- [Your instructions]: From the records that follow, copy every line in which "Green" appears.
Top of The records
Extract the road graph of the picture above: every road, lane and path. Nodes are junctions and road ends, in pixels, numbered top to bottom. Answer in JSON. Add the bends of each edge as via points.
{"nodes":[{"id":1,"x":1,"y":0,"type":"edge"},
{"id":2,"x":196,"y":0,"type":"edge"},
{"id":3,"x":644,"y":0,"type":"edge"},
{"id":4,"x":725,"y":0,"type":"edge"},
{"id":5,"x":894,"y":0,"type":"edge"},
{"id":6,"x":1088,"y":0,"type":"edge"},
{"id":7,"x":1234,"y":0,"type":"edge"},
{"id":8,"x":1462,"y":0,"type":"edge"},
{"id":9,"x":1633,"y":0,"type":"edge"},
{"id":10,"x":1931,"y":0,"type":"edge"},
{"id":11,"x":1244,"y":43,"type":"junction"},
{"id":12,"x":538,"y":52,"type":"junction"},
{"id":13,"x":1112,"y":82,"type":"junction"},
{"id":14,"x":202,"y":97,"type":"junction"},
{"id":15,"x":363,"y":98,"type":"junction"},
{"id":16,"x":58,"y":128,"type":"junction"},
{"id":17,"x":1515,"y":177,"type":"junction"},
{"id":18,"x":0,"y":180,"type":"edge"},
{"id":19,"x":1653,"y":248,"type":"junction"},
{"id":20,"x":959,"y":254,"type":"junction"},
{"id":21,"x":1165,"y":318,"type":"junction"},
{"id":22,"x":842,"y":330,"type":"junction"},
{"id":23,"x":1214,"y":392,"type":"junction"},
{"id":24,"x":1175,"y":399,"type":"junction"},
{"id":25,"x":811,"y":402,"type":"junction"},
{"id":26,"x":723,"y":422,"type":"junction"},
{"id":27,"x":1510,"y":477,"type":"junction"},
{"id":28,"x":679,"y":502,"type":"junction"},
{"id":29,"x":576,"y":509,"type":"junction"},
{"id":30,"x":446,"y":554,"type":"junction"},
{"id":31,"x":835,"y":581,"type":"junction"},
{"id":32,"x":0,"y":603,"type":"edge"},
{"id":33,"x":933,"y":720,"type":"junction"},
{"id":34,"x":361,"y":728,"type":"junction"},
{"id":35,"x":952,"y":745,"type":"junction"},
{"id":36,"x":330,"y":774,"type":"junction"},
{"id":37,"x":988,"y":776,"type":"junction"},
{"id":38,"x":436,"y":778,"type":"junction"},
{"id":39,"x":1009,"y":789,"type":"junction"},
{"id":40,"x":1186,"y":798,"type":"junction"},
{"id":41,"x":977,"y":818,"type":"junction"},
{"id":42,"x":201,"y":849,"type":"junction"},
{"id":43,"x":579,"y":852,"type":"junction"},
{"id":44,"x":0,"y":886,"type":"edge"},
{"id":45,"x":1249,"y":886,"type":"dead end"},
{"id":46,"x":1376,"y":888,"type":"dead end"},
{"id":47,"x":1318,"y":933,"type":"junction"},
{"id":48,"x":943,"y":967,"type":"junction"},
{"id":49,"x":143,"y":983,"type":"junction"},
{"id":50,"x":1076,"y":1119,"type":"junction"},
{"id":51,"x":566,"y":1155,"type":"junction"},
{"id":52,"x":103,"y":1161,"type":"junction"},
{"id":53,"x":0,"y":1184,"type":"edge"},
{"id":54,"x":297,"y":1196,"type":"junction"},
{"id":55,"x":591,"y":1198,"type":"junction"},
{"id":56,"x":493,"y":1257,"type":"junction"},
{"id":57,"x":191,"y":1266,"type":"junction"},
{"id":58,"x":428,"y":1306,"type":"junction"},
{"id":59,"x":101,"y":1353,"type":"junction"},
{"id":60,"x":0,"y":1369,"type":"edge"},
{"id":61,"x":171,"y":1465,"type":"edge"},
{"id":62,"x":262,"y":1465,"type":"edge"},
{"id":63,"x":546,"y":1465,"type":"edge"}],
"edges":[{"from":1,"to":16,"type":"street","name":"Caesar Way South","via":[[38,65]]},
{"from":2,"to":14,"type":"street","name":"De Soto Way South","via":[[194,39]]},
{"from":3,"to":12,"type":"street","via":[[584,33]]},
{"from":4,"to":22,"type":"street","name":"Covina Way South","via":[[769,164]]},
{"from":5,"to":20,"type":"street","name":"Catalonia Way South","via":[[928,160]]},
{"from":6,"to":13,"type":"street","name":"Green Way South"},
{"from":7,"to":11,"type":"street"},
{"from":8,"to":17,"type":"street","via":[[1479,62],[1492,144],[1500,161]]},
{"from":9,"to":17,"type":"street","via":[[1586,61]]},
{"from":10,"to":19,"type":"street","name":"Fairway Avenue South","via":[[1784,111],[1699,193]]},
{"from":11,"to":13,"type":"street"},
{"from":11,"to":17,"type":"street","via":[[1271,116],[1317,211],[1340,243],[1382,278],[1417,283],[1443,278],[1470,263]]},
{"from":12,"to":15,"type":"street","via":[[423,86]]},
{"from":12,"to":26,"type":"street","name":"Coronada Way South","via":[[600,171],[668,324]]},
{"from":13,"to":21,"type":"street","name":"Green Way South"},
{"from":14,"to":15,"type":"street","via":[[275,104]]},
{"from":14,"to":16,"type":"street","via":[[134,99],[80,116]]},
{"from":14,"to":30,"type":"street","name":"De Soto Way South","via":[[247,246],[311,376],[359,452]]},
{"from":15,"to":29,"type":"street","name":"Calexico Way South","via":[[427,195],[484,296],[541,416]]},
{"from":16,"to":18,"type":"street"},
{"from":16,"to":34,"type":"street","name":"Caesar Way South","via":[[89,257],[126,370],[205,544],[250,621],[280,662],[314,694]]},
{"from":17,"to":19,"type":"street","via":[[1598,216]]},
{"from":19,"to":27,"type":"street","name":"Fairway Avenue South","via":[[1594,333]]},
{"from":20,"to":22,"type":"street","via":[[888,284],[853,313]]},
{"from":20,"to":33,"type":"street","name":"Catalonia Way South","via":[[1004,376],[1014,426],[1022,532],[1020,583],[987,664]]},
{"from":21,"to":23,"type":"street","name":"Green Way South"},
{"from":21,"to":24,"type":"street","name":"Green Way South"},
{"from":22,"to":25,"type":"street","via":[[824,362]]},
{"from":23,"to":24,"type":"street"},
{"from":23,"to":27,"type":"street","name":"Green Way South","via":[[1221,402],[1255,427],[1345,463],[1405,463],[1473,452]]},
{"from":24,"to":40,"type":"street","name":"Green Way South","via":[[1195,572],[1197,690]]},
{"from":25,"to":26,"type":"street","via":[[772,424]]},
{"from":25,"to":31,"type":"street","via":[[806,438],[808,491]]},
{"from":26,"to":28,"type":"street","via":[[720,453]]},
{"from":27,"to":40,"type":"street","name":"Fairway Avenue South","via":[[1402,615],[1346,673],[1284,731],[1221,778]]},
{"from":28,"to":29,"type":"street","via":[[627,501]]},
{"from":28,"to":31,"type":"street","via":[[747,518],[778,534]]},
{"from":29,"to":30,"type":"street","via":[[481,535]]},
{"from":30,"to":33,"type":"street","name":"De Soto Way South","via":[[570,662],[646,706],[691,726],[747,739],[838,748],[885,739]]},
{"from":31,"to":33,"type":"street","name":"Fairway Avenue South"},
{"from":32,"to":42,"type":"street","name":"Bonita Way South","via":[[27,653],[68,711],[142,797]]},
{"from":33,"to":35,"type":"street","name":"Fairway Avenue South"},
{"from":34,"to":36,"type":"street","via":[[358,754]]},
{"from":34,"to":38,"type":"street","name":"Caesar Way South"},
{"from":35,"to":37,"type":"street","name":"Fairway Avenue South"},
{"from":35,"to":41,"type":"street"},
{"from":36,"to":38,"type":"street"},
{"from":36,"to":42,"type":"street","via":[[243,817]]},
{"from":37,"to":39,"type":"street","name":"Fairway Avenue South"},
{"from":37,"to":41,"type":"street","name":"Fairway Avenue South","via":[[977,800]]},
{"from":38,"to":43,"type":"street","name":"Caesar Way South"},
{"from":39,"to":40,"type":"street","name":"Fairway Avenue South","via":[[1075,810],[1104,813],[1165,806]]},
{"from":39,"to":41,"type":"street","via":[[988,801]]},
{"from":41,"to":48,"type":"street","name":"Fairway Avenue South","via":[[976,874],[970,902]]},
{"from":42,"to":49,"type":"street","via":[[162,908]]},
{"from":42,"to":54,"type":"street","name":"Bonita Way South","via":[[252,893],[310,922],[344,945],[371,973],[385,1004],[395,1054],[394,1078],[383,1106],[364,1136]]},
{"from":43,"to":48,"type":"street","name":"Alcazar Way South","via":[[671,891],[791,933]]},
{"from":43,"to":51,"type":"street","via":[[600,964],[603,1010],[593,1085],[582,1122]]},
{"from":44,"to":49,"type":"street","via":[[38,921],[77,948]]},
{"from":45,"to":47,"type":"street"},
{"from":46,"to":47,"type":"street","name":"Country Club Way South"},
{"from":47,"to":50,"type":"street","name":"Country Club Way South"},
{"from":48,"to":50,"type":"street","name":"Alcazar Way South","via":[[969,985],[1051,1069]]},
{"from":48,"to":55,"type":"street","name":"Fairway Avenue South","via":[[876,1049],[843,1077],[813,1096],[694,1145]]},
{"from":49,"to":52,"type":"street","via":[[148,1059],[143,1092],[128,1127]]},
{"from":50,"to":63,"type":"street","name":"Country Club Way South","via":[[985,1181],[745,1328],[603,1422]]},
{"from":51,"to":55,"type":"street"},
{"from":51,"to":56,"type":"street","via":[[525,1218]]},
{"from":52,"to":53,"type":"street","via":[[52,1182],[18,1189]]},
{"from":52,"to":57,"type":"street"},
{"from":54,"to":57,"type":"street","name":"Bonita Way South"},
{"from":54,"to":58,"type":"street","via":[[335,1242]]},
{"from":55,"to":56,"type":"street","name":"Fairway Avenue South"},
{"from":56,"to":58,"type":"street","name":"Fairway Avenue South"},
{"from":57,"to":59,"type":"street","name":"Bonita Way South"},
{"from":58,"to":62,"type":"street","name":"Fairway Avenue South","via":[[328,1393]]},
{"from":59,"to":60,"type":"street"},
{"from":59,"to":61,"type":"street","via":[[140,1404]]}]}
Bottom of The records
- [The answer]:
{"from":6,"to":13,"type":"street","name":"Green Way South"},
{"from":13,"to":21,"type":"street","name":"Green Way South"},
{"from":21,"to":23,"type":"street","name":"Green Way South"},
{"from":21,"to":24,"type":"street","name":"Green Way South"},
{"from":23,"to":27,"type":"street","name":"Green Way South","via":[[1221,402],[1255,427],[1345,463],[1405,463],[1473,452]]},
{"from":24,"to":40,"type":"street","name":"Green Way South","via":[[1195,572],[1197,690]]},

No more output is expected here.